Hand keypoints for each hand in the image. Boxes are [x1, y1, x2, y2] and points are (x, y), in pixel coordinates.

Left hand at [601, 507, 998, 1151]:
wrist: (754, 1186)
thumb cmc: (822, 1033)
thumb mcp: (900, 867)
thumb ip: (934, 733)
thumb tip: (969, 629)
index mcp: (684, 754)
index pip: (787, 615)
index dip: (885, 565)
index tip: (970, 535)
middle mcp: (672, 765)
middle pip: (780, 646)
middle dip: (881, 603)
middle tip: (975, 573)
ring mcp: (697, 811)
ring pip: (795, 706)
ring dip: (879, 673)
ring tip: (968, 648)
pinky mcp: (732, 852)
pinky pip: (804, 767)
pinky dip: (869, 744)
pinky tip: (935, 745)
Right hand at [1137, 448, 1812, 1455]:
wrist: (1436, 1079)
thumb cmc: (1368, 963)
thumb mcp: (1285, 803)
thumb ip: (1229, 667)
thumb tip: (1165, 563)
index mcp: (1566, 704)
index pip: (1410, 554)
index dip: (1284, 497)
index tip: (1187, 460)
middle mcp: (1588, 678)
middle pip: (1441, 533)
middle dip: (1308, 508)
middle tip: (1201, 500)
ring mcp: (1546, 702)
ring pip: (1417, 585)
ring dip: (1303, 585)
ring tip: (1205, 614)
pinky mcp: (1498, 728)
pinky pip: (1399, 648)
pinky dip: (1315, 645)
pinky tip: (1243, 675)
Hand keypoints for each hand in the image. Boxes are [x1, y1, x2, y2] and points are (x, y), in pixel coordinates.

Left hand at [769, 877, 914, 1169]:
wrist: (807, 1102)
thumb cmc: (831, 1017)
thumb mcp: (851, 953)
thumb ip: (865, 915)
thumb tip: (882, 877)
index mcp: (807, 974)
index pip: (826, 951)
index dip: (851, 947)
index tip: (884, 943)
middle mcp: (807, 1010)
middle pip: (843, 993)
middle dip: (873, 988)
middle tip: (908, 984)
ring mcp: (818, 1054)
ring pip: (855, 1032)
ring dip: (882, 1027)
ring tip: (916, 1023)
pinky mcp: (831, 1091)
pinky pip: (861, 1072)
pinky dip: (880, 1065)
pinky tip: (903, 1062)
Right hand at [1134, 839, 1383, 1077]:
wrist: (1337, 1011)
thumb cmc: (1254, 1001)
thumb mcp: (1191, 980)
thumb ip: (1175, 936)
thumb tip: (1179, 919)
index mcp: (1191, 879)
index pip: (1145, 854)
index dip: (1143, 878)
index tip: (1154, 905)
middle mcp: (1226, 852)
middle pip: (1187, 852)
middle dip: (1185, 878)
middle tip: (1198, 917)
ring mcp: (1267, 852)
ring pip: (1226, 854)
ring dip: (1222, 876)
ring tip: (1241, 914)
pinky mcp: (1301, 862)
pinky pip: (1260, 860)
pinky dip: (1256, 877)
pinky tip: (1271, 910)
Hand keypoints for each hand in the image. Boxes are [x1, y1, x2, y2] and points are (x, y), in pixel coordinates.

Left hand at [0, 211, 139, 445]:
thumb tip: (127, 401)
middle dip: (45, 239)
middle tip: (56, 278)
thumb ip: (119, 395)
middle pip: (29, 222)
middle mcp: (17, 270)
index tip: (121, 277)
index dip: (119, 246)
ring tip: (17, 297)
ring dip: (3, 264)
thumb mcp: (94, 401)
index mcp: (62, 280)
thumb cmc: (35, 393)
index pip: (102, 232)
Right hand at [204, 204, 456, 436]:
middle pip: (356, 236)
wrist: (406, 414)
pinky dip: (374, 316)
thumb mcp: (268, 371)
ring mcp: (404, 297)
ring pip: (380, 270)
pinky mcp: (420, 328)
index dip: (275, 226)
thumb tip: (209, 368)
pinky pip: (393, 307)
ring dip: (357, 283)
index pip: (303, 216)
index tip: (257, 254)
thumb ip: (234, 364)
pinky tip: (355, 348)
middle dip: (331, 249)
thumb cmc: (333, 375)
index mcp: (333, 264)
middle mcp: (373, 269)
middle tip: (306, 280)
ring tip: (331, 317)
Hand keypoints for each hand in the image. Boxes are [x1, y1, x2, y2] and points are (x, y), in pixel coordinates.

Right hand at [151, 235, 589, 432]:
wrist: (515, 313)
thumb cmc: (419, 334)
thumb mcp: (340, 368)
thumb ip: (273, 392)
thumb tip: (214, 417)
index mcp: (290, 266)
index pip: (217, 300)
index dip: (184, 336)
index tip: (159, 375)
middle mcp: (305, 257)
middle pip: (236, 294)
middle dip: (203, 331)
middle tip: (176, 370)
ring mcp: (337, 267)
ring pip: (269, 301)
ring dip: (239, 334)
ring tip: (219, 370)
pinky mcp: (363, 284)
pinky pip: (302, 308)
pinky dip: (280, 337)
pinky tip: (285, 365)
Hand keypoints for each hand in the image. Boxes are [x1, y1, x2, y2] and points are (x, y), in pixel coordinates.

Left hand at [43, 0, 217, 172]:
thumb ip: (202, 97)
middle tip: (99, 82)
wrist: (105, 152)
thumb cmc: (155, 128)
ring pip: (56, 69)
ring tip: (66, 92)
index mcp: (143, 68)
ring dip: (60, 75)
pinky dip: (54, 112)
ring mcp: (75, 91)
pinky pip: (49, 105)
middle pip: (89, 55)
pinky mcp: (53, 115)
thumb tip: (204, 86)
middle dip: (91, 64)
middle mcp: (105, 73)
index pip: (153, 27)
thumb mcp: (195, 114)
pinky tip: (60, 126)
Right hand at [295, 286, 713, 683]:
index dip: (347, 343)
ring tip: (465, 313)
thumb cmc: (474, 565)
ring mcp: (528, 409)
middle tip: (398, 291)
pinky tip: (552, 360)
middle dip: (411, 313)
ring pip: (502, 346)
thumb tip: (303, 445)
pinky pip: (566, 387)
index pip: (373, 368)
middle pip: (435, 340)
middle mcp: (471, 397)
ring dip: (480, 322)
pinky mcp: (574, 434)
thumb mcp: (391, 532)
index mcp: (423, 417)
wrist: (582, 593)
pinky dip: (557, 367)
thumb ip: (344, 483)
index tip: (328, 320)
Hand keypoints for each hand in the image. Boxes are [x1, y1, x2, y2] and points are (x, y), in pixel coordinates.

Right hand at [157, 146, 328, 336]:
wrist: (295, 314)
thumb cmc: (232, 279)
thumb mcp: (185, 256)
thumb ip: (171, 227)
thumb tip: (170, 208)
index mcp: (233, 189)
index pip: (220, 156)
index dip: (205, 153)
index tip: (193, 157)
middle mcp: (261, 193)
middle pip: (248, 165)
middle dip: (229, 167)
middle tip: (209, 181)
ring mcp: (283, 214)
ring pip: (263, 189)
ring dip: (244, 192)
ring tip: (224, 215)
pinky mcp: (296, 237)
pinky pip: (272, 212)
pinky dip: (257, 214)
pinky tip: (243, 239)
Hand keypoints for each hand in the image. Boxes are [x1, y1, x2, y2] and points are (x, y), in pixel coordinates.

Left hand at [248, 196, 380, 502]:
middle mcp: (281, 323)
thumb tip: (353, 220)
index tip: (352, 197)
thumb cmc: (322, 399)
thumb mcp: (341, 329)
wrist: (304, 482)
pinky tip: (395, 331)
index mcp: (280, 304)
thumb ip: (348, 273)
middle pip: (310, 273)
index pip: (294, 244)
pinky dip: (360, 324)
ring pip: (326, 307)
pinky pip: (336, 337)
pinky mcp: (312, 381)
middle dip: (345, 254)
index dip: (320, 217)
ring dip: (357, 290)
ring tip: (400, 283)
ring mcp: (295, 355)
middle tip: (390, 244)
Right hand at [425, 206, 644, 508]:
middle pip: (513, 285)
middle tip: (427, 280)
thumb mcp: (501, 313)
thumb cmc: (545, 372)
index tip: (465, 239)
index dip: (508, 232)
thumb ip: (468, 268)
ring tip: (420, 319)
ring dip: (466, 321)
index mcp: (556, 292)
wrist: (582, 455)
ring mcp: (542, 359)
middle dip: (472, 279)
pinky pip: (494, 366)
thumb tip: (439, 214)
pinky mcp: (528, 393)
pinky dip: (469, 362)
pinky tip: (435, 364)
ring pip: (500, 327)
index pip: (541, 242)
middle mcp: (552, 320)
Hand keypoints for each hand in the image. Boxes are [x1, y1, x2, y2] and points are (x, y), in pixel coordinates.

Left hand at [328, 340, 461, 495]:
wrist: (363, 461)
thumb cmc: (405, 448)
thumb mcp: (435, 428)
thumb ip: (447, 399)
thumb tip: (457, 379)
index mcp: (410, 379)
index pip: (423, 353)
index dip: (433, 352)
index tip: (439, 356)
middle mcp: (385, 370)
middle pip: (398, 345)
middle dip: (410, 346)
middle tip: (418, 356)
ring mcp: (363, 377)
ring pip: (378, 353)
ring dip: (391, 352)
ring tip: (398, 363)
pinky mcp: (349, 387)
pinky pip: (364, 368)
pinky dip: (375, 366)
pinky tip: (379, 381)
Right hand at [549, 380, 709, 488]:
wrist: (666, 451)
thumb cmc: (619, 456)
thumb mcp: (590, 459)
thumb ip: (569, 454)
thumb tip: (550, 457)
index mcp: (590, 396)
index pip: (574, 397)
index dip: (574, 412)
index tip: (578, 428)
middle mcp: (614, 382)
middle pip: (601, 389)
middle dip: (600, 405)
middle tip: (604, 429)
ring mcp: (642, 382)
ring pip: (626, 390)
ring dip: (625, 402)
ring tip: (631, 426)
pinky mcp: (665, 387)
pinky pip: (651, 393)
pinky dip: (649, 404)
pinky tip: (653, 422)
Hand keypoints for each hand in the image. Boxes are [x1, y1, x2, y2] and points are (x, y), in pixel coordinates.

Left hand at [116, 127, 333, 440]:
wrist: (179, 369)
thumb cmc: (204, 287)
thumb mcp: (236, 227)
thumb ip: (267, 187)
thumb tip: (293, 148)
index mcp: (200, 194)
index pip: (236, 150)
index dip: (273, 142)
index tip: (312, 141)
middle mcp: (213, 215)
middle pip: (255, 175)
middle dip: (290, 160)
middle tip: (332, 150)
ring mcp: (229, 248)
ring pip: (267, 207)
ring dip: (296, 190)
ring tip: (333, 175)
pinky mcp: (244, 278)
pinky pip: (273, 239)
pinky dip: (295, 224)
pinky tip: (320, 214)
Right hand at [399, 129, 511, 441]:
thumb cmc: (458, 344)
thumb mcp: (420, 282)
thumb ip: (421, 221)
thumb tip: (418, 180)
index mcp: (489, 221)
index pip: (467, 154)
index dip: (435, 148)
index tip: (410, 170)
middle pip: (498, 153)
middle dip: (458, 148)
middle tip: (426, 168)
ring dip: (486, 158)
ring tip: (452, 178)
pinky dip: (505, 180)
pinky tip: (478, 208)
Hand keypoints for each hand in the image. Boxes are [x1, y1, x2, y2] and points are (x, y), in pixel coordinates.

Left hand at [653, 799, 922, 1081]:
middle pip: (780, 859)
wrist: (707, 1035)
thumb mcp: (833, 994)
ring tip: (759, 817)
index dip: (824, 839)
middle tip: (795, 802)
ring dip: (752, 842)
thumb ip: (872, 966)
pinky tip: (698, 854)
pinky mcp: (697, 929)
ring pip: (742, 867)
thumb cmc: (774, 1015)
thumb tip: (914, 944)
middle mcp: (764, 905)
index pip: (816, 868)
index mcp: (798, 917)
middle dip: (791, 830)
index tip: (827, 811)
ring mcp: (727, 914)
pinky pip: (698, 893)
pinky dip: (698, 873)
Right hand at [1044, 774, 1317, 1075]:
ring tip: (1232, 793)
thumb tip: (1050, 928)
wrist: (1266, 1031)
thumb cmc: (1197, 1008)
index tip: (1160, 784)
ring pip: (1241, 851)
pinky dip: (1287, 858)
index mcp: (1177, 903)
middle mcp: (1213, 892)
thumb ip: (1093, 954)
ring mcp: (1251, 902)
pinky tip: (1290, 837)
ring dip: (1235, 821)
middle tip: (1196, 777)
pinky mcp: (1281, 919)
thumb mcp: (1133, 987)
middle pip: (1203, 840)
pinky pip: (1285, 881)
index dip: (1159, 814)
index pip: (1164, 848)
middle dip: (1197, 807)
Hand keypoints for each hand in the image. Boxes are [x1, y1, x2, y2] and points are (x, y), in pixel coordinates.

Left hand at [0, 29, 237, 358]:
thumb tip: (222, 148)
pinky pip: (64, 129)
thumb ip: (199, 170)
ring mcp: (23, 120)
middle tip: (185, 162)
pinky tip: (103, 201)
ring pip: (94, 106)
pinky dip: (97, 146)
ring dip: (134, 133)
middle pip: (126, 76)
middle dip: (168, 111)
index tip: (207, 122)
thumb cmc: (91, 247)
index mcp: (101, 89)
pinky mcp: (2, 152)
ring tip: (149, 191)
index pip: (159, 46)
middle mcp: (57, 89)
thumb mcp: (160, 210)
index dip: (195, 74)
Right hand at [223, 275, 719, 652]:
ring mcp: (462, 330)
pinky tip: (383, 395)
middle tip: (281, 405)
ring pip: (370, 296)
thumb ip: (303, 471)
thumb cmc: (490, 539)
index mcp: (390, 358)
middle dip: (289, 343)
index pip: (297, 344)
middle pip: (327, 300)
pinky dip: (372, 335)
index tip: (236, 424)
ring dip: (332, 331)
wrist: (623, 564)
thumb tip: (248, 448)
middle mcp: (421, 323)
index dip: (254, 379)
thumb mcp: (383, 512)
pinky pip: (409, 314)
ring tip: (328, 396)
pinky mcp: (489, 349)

============

» Brief: Give back exactly the lines above starting at the line where "middle dip: (345, 254)" appears and ending at the line where "middle mcp: (552, 320)" appears, both included, with no other lines.

» Your response:
middle dip: (345, 254)
index dip: (320, 217)
ring dip: (357, 290)
ring tip: (400, 283)
ring mcp: (295, 355)
middle tip: (390, 244)
Right hand at [425, 206, 644, 508]:
middle pip: (513, 285)
middle tip: (427, 280)
thumb mcp: (501, 313)
thumb cmc: (545, 372)
index tip: (465, 239)
index dip: (508, 232)
thumb ip: (468, 268)
ring tip: (420, 319)
ring dip: (466, 321)
index mcp: (556, 292)
wrist: (582, 455)
ring mcp: (542, 359)
middle dip: (472, 279)
pinky pip: (494, 366)
thumb tip: (439, 214)
pinky mcp: (528, 393)
pinky dip: (469, 362)
pinky tip: (435, 364)
ring pip: (500, 327)
index pip: (541, 242)
middle mcp: (552, 320)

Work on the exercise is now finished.